Aux Etats-Unis, le Congrès a autorisé les opérateurs à vendre les données personnelles de leurs abonnés, dont leur historique de navigation, sans leur consentement. En France et en Europe, le cadre légal est heureusement beaucoup plus contraignant. [...]
Le principe général, rappelle la Cnil, c’est celui de la confidentialité des communications électroniques : «Toutes les données qui transitent sur Internet sont confidentielles et il n’est possible de porter atteinte à ce principe qu’en recueillant le consentement des utilisateurs» – hors exceptions en matière de police, de justice ou de renseignement. Pour le contenu des correspondances privées, le cadre est très clair : il doit être protégé par les opérateurs chargés de les acheminer. La loi numérique a par ailleurs défini ce que recouvre ce secret des correspondances : il inclut l’identité des correspondants, l’intitulé (d’un mail par exemple), les pièces jointes. Y sont soumis non seulement les opérateurs télécoms, mais aussi les «services de communication au public en ligne» (réseaux sociaux, services de messagerie instantanée…). Ces acteurs n’ont le droit d’exploiter la correspondance de leurs utilisateurs à des fins publicitaires qu’après avoir obtenu leur aval.

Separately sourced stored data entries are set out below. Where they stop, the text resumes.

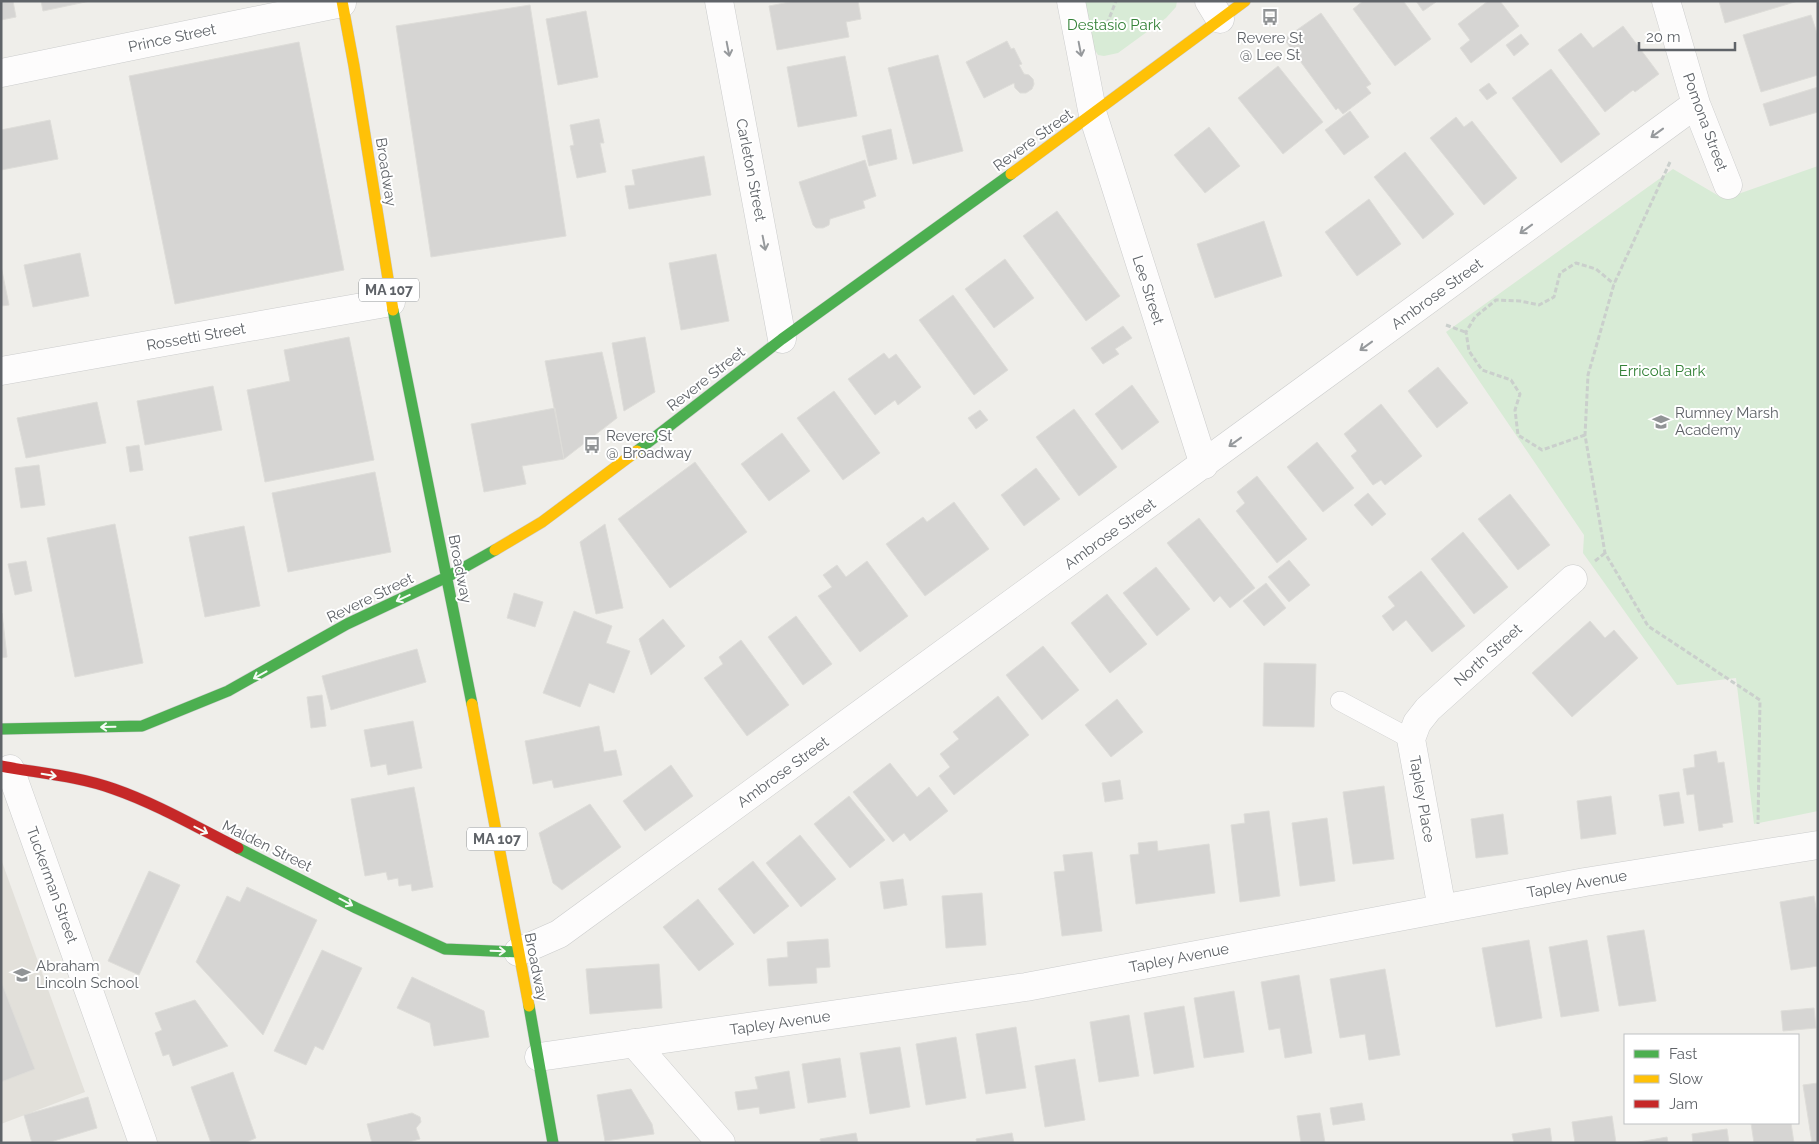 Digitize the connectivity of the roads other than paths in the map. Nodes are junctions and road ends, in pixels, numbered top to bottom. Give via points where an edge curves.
1 (719, 1) edge
2 (1071, 1) edge
3 (1245, 1) edge
4 (1666, 1) edge
5 (342, 2) edge
6 (1215, 10) edge
7 (1, 72) edge
8 (1696, 104) junction
9 (1093, 115) junction
10 (1728, 185) dead end
11 (391, 302) junction
12 (782, 340) junction
13 (1, 371) edge
14 (1204, 465) junction
15 (447, 577) junction
16 (1574, 579) dead end
17 (1340, 701) dead end
18 (1, 729) edge
19 (1411, 739) junction
20 (6, 768) edge
21 (1818, 845) edge
22 (1442, 909) junction
23 (518, 952) junction
24 (634, 1044) junction
25 (538, 1057) junction
26 (143, 1143) edge
27 (553, 1143) edge
28 (721, 1143) edge

1 -> 12 street, Carleton Street
2 -> 9 street, Lee Street
3 - 6 street, Revere Street
4 - 8 street, Pomona Street
5 - 7 street, Prince Street
5 - 11 street, Broadway / MA 107
6 - 9 street, Revere Street
8 - 10 street, Pomona Street
8 -> 14 street, Ambrose Street
9 - 12 street, Revere Street
9 - 14 street, Lee Street
11 - 13 street, Rossetti Street
11 - 15 street, Broadway / MA 107
12 - 15 street, Revere Street via 542,522
14 - 23 street, Ambrose Street via 559,934
15 -> 18 street, Revere Street via 347,624 228,692 142,726
15 - 23 street, Broadway / MA 107
16 - 19 street, North Street via 1428,709 1417,722
17 - 19 lane, Tapley Place
19 - 22 street, Tapley Place
20 -> 23 street, Malden Street via 81,780 114,789 445,949
20 - 26 street, Tuckerman Street
21 - 22 street, Tapley Avenue via 1585,882
22 - 24 street, Tapley Avenue via 1026,987
23 - 25 street, Broadway / MA 107
24 - 25 street, Tapley Avenue
24 - 28 street
25 - 27 street, Broadway / MA 107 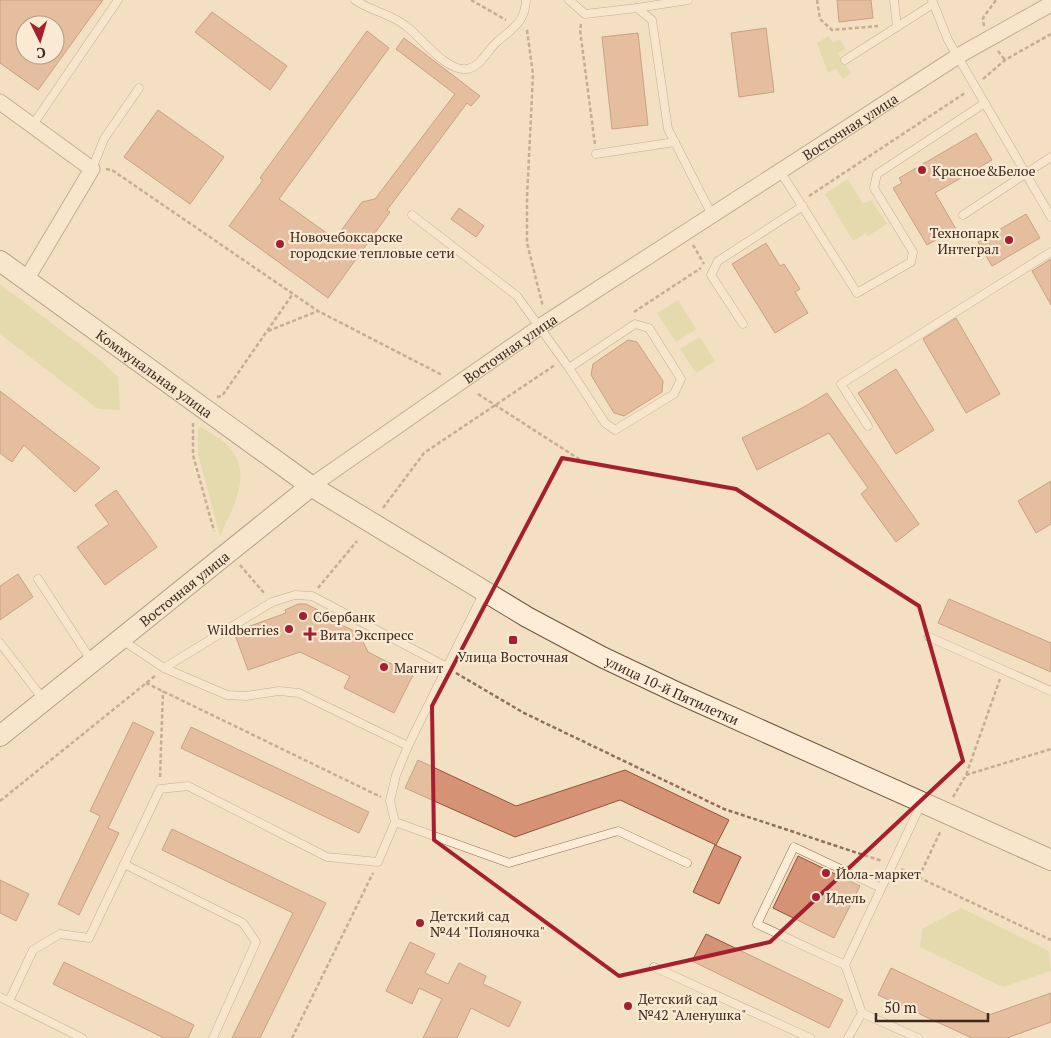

En ce qui concerne les données administratives (nom, adresse, mode de paiement…), «les règles classiques en matière de traitement de données s’appliquent pleinement puisqu’il s’agit ni plus ni moins d’une relation commerciale», poursuit la Cnil. Si un FAI veut transmettre ces données à un tiers pour une finalité autre que l’accès à Internet de son abonné, il doit en informer ce dernier. Pour le téléphone ou l’adresse mail, le consentement est obligatoire. [...]
L’affaire se complique un peu avec ce qu’on appelle les «données techniques de connexion», ou métadonnées : qui se connecte à quelle adresse web (l’URL), qui appelle quel numéro de téléphone… En France, les opérateurs télécoms peuvent conserver les données nécessaires à la facturation pour un an maximum. Depuis la loi sur la sécurité quotidienne de 2001, ils sont par ailleurs tenus de conserver certaines données techniques (identifiant de l’utilisateur, date, horaire et lieu des communications, données permettant d’identifier le destinataire, notamment) pendant un an pour les besoins des enquêtes pénales. Cette obligation a été étendue aux hébergeurs internet par la Loi pour la confiance dans l’économie numérique de 2004. Au-delà de ce délai, les données doivent être effacées ou anonymisées.
Mais dans tous les cas, explique Alexandre Archambault, les adresses web n’entrent pas dans cette catégorie. Selon le code des postes et des communications électroniques, les données «conservées et traitées» par les opérateurs ne peuvent «en aucun cas porter sur le contenu des correspondances échangées ou des informations consultées, sous quelque forme que ce soit». «Pour les fournisseurs d’accès, l’URL n’est pas une donnée pertinente pour l’acheminement des données : elle n’est pas collectée et encore moins conservée», précise l’avocat. Là encore, il y a des exceptions en matière de sécurité, du programme IOL de 2009, révélé l’an dernier par Mediapart et Reflets.info, aux «boîtes noires» prévues par la loi renseignement, en passant par le recueil en temps réel des données de connexion inscrit dans la loi de programmation militaire de 2013.
«De plus en plus, ce sont les métadonnées qui intéressent les autorités», souligne Alexandre Archambault. La révision de la directive européenne dite «e-privacy» (vie privée et communications électroniques) devrait permettre de poser un cadre plus précis : dans le futur règlement, qui s'appliquera directement dans les Etats membres, les métadonnées «auront la même importance que le contenu des communications, elles relèveront de la sphère privée, avec les mêmes garanties procédurales».
La loi sur le renseignement adoptée en Grande-Bretagne, qui impose aux opérateurs de conserver l’historique de navigation des internautes, y contreviendrait, n’eût été le Brexit. Et en tout état de cause, même si le droit à la vie privée est de plus en plus mal en point, on est ici encore loin de ce qu’a validé le Congrès américain : ni le cadre national ni le cadre européen ne permettent aux fournisseurs d’accès de collecter votre historique de navigation pour le revendre à des fins publicitaires sans votre consentement.